Joint hier, M. Généreux a hésité lorsqu'il s'est fait demander s'il est possible de corriger la situation sans toucher aux circonscriptions dans l'Est. «Il semble malheureusement que nous devons renoncer au statu quo», a-t-il répété à deux reprises tout en évitant de parler de disparition de circonscriptions.
Le président de la FQM et maire de la petite municipalité de Saint-Prime, au Lac-Saint-Jean, voit dans le déséquilibre de population entre les circonscriptions «le constat de la décroissance démographique de certaines régions, si nous avons vraiment besoin d'une preuve de plus».
«Ceci dit, comment s'assurer d'une juste représentation à l'Assemblée nationale? À ce rythme (de recul de la population), le poids des régions va s'atrophier considérablement.»
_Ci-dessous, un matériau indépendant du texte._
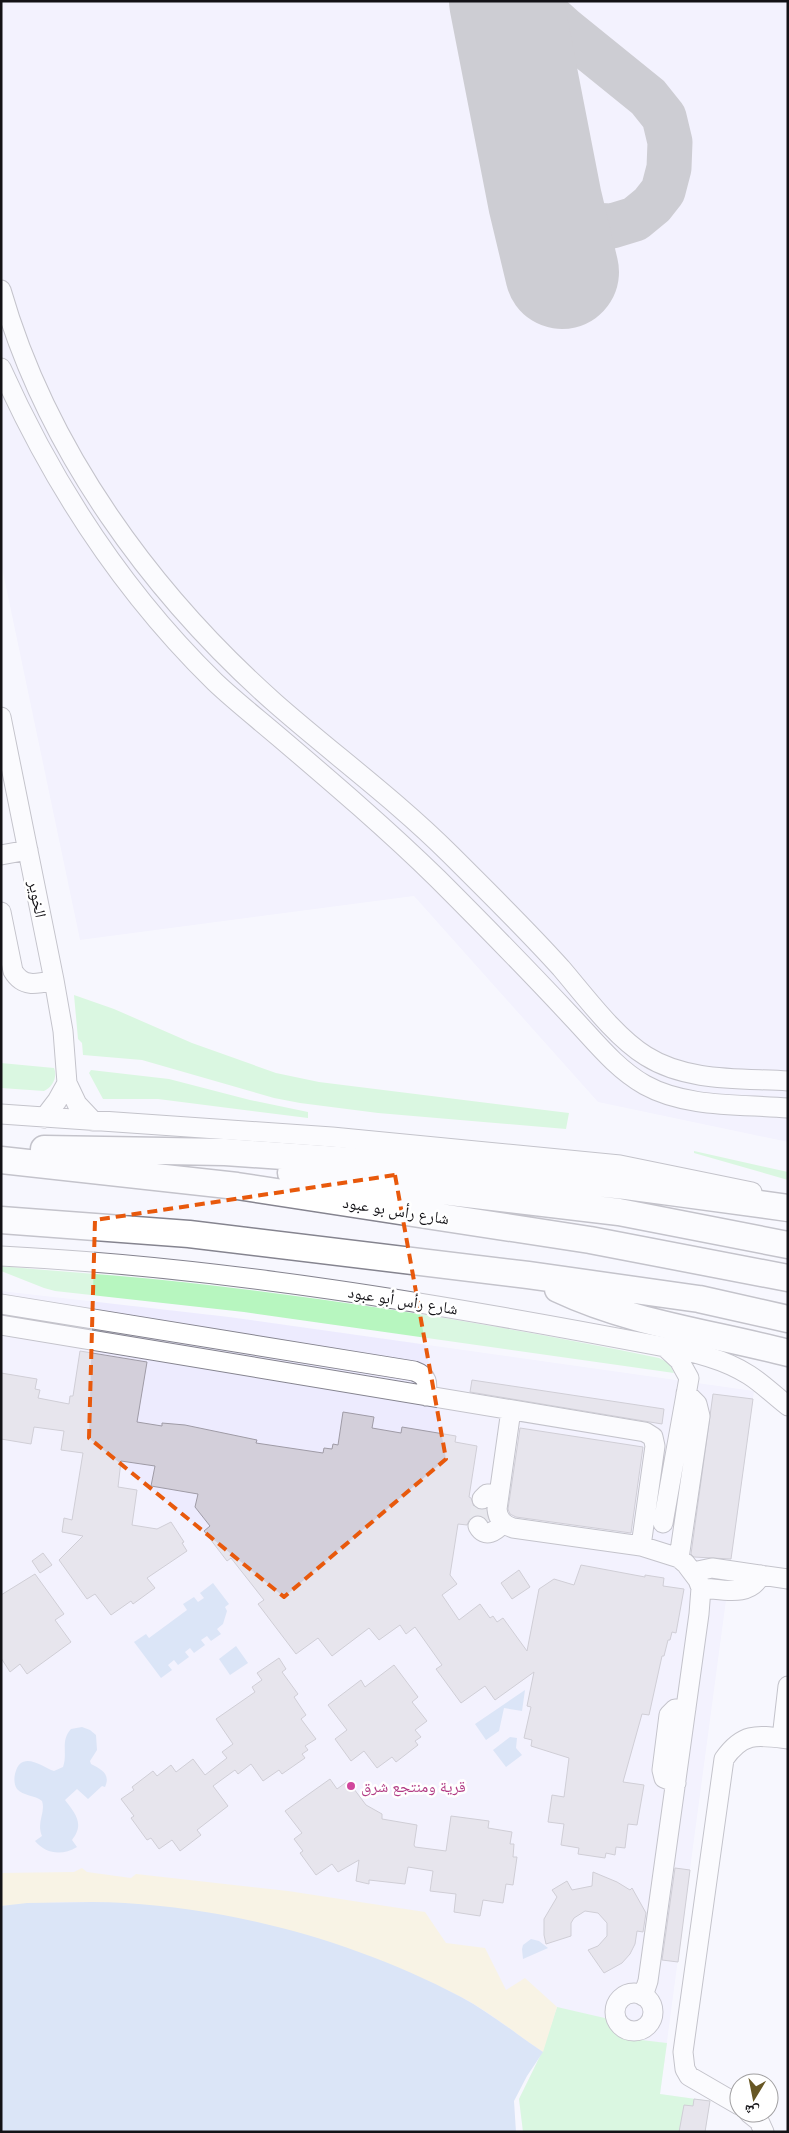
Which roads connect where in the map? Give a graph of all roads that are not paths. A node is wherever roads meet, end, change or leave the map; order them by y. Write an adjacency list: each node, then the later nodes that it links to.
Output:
1 (1, 290): 8 (street)
2 (1, 368): 10 (street)
3 (1, 716): 4 (street, الخوير)
4 (28, 850): 5 (street); 7 (street, الخوير)
5 (1, 855)
6 (1, 912): 7 (street)
7 (54, 980): 9 (street, الخوير)
8 (788, 1081)
9 (68, 1083): 12 (street); 13 (street, الخوير)
10 (788, 1108)
11 (1, 1114): 12 (street)
12 (44, 1118): 13 (street)
13 (93, 1121): 17 (street)
14 (77, 1150): 15 (highway); 18 (highway); 22 (highway)
15 (1, 1156)
16 (1, 1160): 25 (highway, شارع رأس بو عبود)
17 (788, 1200)
18 (788, 1208)
19 (1, 1220): 20 (highway)
20 (189, 1234): 21 (highway); 24 (highway)
21 (1, 1237)
22 (788, 1244)
23 (1, 1256): 30 (street, شارع رأس أبو عبود)
24 (528, 1275): 27 (highway); 32 (highway)
25 (788, 1278)
26 (1, 1304): 29 (street)
27 (788, 1319)
28 (1, 1325): 31 (street)
29 (170, 1331): 31 (street); 35 (street)
30 (665, 1346): 33 (street, شارع رأس أبو عبود); 34 (street)
31 (166, 1352): 35 (street)
32 (788, 1353)
33 (730, 1364): 34 (street); 36 (street, شارع رأس أبو عبود)
34 (687, 1385): 39 (street); 42 (street)
35 (426, 1396): 37 (street)
36 (788, 1406)
37 (511, 1410): 38 (street); 41 (street)
38 (503, 1523): 40 (street); 41 (street)
39 (664, 1523)
40 (478, 1526)
41 (641, 1546): 42 (street)
42 (679, 1558): 44 (street)
43 (788, 1579): 44 (street)
44 (697, 1580): 47 (street)
45 (788, 1686): 46 (street)
46 (785, 1739): 48 (street)
47 (643, 1996)
48 (729, 2100)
Les choix pour des correctifs lui apparaissent déchirants. Certaines circonscriptions urbaines sont «surdimensionnées», a-t-il convenu. Mais le travail de représentation n'est pas le même pour un député dont le territoire ne couvre que «quatre kilomètres».
«Il y a des limites à accepter l'inacceptable, a repris le président de la FQM. Il y a un problème d'équité. [...] Mais comment concilier l'équilibre [du nombre d'électeurs] et la question de l'occupation du territoire? Il y a déjà un frein imposé par la Cour suprême» qui admet la règle voulant que la population par circonscription puisse être de plus ou moins 25 % par rapport à la moyenne québécoise.
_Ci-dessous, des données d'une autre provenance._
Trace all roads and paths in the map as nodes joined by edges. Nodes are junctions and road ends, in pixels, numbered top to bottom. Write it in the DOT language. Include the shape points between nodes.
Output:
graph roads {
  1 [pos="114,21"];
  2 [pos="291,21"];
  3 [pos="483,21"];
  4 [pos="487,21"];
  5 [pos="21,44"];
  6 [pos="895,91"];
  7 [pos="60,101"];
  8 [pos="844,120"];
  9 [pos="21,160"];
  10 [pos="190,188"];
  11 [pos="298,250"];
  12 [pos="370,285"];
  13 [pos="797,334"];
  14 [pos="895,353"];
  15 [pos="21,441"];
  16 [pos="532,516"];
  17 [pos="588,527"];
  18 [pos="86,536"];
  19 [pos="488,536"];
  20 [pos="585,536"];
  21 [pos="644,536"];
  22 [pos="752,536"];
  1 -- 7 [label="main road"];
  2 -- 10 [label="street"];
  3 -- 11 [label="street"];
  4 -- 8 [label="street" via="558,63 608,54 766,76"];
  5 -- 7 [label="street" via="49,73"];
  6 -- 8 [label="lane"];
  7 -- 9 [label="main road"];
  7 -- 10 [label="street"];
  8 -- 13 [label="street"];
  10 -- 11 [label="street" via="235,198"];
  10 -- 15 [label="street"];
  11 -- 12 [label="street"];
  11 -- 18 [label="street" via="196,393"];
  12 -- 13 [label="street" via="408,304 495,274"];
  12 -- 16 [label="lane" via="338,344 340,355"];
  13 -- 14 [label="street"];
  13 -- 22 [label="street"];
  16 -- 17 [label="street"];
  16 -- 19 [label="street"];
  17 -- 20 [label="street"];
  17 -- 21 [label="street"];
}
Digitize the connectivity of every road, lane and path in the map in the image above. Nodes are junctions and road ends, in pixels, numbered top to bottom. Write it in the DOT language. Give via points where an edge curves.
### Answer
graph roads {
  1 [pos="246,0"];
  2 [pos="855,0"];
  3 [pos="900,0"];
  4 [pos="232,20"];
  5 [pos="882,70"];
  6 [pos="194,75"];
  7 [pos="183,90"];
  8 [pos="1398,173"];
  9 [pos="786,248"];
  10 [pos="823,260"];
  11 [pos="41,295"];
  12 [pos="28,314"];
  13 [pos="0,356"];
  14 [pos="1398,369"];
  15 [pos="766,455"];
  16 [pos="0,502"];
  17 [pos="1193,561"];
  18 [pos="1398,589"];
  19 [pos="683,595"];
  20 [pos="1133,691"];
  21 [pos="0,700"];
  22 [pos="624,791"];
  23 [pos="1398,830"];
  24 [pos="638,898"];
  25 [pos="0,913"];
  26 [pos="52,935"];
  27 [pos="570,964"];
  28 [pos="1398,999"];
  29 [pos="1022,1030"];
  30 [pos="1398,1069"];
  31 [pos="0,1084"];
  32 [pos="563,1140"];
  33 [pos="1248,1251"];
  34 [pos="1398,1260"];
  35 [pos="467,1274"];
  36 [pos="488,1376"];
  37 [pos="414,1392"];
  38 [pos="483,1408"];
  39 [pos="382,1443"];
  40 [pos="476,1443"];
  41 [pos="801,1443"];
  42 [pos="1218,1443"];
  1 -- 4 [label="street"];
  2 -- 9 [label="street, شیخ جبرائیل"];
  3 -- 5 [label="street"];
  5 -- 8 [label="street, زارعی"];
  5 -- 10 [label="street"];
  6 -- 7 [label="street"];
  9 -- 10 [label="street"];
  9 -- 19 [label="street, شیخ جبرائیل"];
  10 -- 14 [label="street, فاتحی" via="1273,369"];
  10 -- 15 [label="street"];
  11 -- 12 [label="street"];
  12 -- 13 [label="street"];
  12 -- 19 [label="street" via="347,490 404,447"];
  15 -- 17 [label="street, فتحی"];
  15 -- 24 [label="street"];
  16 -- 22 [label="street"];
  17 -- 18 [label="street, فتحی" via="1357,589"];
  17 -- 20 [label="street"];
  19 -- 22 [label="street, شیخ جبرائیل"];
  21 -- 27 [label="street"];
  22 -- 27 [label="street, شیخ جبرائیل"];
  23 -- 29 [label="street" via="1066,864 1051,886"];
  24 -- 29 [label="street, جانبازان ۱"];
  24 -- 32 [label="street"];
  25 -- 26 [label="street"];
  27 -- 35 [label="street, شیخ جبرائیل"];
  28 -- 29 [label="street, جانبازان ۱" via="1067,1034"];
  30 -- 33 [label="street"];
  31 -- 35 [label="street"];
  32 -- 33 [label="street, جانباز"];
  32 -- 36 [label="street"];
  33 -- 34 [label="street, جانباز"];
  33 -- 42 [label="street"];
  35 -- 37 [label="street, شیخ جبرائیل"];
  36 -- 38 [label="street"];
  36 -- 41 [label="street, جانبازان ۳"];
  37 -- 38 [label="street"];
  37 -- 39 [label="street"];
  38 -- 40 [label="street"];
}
Aussi sensible que soit le sujet, Bernard Généreux croit que les élus doivent trancher. Les députés ont «un rendez-vous avec cette décision. Il y a des limites à glisser ça sous le tapis», a-t-il évoqué en faisant référence au fait que le directeur général des élections attend d'être convoqué en commission parlementaire pour divulguer une nouvelle proposition de carte électorale.